A frustração pode gerar impactos negativos na saúde mental. O sentimento é o não recebimento de algo desejado, que acaba gerando uma emoção de insatisfação. De acordo com a neuropsicóloga Juliana Casado, a frustação, quando se prorroga por muito tempo, gera um estresse no cérebro, podendo desencadear outros problemas, como ansiedade e depressão. “Os desafios fazem parte da vida. Os desencontros, as frustrações fazem parte da vida. Porém, se toda vez que eu me coloco no mundo, eu encontro uma insatisfação, toda vez que eu tento realizar algo, eu acabo não recebendo, isso faz com que eu tenha uma relação comigo voltada para desvalorização, ou seja, toda vez que eu não recebo algo, eu sinto que eu sou inferior”, comenta.

Se a pessoa se sente inferior, conforme Juliana, a autoconfiança, que é um dos pilares da autoestima, fica fragilizada. “Toda vez que eu vivo o sentimento de insatisfação, eu acho que fracassei. Quando eu acho que fracassei, eu me coloco em um lugar inferior. Se eu me coloco em um lugar inferior, eu vivo uma sensação de nunca estar pronta para o mundo, do mundo ser sempre muito maior, o outro ser sempre melhor do que eu. Aí eu começo em uma constante comparação, e essa comparação vai fazendo com que eu evite fazer escolhas, evite me relacionar, evite correr riscos”, explica a especialista.

Segundo a psicóloga, a frustração eleva as taxas de estresse. No entanto, o cérebro não consegue manter por muito tempo uma taxa alta de estresse. É nesse momento que o corpo humano começa a somatizar. “A gente faz gastrite, sinusite, os cistos, os nódulos, o corpo começa a gritar pedindo ajuda, pedindo uma pausa, pedindo um respiro.
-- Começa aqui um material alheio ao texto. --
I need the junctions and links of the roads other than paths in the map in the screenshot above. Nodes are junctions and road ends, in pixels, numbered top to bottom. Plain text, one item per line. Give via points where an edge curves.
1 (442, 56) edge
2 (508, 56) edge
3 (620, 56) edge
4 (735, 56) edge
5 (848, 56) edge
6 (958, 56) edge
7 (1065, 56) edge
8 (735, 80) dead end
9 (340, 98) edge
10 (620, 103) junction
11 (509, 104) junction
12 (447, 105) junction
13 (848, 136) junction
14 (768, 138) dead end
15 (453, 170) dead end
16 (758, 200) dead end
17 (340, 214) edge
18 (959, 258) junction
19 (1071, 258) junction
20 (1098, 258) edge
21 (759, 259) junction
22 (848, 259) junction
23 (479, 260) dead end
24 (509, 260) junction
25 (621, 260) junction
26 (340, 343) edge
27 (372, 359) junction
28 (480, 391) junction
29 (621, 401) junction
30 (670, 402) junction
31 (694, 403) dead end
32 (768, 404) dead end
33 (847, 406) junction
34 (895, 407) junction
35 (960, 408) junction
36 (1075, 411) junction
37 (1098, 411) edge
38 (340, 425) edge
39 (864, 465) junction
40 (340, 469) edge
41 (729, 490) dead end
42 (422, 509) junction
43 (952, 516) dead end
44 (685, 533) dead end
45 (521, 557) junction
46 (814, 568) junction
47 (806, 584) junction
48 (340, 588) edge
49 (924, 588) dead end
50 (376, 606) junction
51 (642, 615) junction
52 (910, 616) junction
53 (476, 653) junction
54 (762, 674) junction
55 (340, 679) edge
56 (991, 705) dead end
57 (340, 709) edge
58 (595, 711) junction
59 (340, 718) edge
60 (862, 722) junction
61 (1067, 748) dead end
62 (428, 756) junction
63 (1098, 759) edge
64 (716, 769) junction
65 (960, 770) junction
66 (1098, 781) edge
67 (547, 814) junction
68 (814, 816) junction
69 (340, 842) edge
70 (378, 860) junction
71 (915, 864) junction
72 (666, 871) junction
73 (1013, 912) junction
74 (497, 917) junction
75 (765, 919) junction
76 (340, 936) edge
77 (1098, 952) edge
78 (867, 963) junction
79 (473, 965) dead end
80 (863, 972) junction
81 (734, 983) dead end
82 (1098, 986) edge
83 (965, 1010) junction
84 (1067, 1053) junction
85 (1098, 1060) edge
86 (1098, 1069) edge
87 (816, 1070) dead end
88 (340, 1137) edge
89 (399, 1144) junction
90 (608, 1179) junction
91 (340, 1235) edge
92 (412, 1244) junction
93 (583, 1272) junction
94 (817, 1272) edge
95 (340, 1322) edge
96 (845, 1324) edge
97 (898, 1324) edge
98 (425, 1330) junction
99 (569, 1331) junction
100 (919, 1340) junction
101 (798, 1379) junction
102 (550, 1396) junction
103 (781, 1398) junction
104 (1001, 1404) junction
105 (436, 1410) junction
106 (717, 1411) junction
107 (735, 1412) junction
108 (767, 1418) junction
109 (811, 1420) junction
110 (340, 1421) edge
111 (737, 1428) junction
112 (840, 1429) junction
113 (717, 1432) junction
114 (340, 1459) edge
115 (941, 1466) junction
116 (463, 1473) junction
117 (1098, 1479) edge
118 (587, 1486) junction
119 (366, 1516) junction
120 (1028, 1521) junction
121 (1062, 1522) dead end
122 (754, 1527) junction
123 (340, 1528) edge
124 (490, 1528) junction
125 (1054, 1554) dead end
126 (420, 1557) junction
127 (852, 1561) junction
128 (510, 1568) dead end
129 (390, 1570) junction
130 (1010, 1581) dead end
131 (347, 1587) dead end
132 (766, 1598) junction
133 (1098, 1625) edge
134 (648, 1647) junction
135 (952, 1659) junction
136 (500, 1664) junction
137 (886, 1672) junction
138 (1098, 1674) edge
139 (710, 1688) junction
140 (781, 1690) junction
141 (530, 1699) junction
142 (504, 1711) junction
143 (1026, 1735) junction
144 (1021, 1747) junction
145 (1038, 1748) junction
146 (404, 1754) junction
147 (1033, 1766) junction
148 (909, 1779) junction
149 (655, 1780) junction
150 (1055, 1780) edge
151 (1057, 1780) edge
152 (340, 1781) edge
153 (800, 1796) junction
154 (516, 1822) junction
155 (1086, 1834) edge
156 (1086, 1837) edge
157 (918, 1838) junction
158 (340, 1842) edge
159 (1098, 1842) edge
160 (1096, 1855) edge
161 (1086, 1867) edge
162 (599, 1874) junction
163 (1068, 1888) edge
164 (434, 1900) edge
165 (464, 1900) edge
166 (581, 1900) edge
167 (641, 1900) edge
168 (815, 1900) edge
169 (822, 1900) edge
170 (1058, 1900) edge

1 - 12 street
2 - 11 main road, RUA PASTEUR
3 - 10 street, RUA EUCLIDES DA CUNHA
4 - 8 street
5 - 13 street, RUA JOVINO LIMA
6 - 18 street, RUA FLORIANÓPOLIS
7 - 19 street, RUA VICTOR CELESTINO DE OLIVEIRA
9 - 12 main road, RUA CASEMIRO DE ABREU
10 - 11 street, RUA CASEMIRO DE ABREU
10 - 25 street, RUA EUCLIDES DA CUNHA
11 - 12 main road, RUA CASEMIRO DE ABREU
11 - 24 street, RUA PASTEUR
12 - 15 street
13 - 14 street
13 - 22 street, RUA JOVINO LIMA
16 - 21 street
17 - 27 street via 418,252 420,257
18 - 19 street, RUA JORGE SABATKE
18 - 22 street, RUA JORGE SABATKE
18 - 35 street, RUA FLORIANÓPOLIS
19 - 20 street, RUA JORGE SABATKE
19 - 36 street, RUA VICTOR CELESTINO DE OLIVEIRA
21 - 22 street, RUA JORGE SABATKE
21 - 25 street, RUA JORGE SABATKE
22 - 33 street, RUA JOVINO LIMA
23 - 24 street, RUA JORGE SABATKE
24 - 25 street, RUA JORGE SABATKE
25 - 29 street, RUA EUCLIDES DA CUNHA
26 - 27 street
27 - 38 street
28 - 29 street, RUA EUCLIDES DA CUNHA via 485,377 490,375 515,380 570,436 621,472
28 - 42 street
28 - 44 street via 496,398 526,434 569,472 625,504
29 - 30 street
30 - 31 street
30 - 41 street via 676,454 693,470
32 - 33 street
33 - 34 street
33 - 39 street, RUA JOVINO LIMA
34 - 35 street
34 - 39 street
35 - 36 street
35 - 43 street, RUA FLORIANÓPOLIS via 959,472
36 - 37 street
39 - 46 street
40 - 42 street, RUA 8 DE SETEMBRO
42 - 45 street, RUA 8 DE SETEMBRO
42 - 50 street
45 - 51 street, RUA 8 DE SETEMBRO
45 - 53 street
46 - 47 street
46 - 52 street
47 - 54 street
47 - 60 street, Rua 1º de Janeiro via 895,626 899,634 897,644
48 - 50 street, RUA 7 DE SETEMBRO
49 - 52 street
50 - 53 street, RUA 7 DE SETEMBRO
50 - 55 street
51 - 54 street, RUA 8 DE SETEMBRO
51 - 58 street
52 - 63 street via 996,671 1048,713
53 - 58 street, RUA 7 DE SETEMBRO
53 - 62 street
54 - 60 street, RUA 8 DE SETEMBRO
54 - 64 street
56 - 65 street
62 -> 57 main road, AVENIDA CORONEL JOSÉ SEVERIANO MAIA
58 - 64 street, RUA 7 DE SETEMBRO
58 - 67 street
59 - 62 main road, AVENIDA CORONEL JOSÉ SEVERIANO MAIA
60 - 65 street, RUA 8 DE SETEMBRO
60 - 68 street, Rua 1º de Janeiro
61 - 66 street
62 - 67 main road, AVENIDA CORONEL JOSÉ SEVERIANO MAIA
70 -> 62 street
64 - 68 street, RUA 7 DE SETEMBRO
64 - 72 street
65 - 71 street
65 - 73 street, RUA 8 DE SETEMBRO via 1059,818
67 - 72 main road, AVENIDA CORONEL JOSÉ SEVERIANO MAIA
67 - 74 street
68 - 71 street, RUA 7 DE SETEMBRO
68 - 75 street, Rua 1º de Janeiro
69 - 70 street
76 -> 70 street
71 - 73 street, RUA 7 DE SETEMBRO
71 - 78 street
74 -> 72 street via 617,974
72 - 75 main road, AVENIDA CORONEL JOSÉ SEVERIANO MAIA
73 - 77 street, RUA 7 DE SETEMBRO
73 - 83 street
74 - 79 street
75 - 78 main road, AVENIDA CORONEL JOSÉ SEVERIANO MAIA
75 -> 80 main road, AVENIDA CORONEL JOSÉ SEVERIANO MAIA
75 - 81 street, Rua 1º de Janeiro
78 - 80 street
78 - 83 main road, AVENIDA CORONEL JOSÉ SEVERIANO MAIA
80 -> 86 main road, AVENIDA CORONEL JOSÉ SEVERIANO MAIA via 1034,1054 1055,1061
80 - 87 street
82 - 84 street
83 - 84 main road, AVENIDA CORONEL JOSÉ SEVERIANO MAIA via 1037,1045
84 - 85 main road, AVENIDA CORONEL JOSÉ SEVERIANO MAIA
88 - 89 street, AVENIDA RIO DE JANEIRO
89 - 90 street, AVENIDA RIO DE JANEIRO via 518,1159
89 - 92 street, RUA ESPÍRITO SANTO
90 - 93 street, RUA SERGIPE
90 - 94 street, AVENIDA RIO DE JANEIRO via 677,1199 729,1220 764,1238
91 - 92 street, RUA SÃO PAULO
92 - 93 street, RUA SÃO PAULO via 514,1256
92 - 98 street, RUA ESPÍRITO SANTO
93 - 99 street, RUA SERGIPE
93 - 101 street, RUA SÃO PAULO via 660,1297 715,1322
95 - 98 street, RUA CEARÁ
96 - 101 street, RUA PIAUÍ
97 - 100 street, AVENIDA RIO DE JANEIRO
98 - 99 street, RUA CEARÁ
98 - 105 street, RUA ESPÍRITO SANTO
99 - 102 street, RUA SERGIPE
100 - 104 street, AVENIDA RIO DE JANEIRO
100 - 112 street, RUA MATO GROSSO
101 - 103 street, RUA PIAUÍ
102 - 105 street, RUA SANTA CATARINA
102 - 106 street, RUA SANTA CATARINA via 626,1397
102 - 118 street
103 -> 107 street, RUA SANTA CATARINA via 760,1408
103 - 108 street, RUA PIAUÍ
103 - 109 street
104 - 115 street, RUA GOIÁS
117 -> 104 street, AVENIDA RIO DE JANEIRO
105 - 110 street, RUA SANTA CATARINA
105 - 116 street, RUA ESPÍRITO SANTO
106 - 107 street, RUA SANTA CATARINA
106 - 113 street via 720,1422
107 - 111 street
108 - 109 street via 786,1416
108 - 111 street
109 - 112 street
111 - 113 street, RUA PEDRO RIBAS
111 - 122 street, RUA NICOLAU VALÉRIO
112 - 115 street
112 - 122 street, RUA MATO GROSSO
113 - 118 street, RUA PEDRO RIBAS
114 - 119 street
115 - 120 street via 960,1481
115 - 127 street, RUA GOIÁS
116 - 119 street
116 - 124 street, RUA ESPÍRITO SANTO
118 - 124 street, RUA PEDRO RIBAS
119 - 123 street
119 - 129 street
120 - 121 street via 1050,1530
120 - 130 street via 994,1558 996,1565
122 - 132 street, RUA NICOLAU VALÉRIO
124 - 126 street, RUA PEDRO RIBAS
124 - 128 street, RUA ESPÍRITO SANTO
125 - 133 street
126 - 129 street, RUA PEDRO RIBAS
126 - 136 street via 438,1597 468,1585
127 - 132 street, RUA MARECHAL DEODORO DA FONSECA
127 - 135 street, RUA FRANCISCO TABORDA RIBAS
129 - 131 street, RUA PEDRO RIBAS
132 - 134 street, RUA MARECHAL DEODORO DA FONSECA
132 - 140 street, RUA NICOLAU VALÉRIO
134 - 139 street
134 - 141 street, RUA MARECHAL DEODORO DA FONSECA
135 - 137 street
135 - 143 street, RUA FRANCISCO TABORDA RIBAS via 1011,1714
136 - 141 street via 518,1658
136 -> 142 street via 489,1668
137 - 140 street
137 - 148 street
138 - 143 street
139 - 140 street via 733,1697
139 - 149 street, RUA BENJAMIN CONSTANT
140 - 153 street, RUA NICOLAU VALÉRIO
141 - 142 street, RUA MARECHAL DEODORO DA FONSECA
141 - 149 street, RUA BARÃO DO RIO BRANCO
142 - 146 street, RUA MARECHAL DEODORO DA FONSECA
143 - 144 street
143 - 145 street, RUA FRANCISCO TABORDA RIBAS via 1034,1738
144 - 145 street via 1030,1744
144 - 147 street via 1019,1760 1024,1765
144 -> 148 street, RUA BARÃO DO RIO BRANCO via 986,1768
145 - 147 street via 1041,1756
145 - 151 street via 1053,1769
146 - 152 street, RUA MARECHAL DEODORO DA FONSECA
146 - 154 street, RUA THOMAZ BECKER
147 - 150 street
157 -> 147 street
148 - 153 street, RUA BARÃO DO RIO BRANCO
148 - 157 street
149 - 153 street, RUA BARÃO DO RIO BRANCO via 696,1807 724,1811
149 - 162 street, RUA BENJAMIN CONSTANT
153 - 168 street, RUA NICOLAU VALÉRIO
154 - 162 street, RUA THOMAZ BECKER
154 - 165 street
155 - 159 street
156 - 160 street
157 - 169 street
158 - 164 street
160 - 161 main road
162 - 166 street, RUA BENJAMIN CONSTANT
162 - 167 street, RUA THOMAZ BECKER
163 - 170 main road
Então, o nosso organismo veio para o mundo como o nosso desenho original do ser humano. A gente nasce, sim, pronto para enfrentar os desafios, para ressignificar as coisas, para ter resiliência. Mas a gente não consegue suportar isso por muito tempo”, destaca. O assunto foi abordado em entrevista, ouça na íntegra:

 

A comparação está muito presente no sentimento de frustração. Conforme a especialista, isso é ainda mais reforçado por conta das redes sociais. “A rede social é uma grande vitrine gratuita de comparação. A gente abre a telinha, seja qual for a rede, e a gente vê alguém fazendo alguma coisa e a gente se compara. Será que seria capaz? Ah, eu fui diferente, aquela pessoa fez melhor do que eu, e cada vez que a gente se compara, a gente está tendo uma relação ruim com a gente, porque a gente nunca se compara achando que a gente é melhor do que o outro”, diz. “É bem complicado esse momento que a gente está vivendo porque é muito excesso de tela, a gente consome muito conteúdo, mas sem um olhar crítico de que se aquilo serve, se aquilo realmente é bom, se eu realmente quero aquilo, para que eu quero aquilo, para que aquilo vai agregar algum valor para a minha vida”, complementa.

É por isso que existem alguns cuidados com a autoestima e autoconhecimento que colaboraram em como evitar as frustrações. De acordo com Juliana, a primeira dica é a prática de atividade física. “Seja ela qual for, uma academia, uma bicicleta, em casa, o que for possível para aquela pessoa, aumenta a nossa taxa de dopamina, serotonina, noradrenalina, isso faz com que a gente comece a olhar para a gente em um lugar um pouco mais acolhedor, um pouco mais empático”, esclarece. “O segundo ponto, dentro da história de cada pessoa, é tentar não consumir muito açúcar. O açúcar vicia a gente em pequenos ciclos de prazer e faz com que a gente não vá para o mundo com a nossa potência”, diz. “E, por fim, que eu acho muito importante, atrelado a esses dois pilares, é buscar o autoconhecimento”, reforça.

Para Juliana, o autoconhecimento permite que as pessoas convivam de uma forma diferente com a frustração. “A prevenção da saúde mental na vida adulta é o autoconhecimento, porque a frustração fala de uma história de vida. O que me frustra não te frustra. O que me gera desejo não gera desejo em você. Isso fala de uma história de vida de uma pessoa, e ela precisa voltar e conhecer essa história de vida e entender: por que me frustra quando alguém falta respeito comigo? Por que me frustra quando alguém grita? Ou por que me frustra quando eu coloco toda a minha energia no projeto e não concluo ele na perfeição que eu gostaria? Isso fala da história de vida dessa pessoa”, esclarece a neuropsicóloga.